Q1: Getting 401 Unauthorized / AuthenticationException?

  • Wrong api_key;
  • You are using a legacy Opsgenie API Key but the URL points to the new JSM endpoint (or vice versa) — align them;
  • The API integration is disabled in the JSM admin; toggle “Enabled” back on.

Q2: Getting 404 Not Found / alias close failure?

A: The JSM close endpoint requires the alert to exist. Common causes:

  • The alert was just triggered and hadn’t been persisted before recovery hit;
  • The alias exceeded 512 bytes (Nightingale’s Hash is normally under 64 chars and won’t hit this limit);
  • The integration owning this API Key has no permission for that alert.

Q3: Why are duplicate triggers not deduplicated?

A: JSM dedups by alias by default — calling /v2/alerts again with the same alias returns 202 and creates nothing. If you still see duplicates:

  • Check whether the alert rule’s Hash is stable (Nightingale’s Hash is composed of rule ID + dimension labels; changing either generates a new hash);
  • Check whether the JSM integration has “Alert de-duplication” enabled.

Q4: The alert’s priority doesn’t match JSM’s P1~P5?

A: The default template directly maps Nightingale’s Severity (1/2/3) to P1/P2/P3. If your JSM response policy (Heartbeat / Policy) tiers by P4/P5, do the mapping in the message template:

{{- $pri := "P3" -}}
{{- if eq $event.Severity 1 -}}{{- $pri = "P1" -}}{{- end -}}
{{- if eq $event.Severity 2 -}}{{- $pri = "P2" -}}{{- end -}}
...

Q5: How do I sync claim/close events from JSM back into Nightingale?
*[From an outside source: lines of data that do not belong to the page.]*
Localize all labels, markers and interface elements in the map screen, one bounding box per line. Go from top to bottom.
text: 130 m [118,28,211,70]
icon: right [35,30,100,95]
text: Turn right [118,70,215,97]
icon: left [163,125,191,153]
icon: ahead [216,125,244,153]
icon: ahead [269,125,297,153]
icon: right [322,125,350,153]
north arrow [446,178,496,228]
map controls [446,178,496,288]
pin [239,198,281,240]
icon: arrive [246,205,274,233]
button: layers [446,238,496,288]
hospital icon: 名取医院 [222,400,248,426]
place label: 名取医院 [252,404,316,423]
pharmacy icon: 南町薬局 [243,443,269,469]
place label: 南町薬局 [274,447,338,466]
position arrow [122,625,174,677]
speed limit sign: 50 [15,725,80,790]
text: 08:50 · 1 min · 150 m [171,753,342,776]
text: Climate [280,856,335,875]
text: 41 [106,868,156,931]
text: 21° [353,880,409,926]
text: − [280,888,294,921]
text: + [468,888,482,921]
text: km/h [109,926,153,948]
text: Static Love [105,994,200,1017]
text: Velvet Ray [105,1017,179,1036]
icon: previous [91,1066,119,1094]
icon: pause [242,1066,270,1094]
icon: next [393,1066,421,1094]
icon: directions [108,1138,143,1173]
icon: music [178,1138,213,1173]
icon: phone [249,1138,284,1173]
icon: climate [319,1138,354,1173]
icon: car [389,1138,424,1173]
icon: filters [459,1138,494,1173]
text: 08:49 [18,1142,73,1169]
A: You need to set up an additional Webhook callback in JSM that hits Nightingale’s OpenAPI (alert claim / mute endpoints). This is beyond the scope of this page — see Nightingale’s Open API docs.

Q6: What URL should I use for an EU instance?

A: Replace api.atlassian.com with api.eu.atlassian.com in the default URL. For standalone Opsgenie (rare these days), use api.opsgenie.com or api.eu.opsgenie.com. The auth header remains GenieKey <api-key>.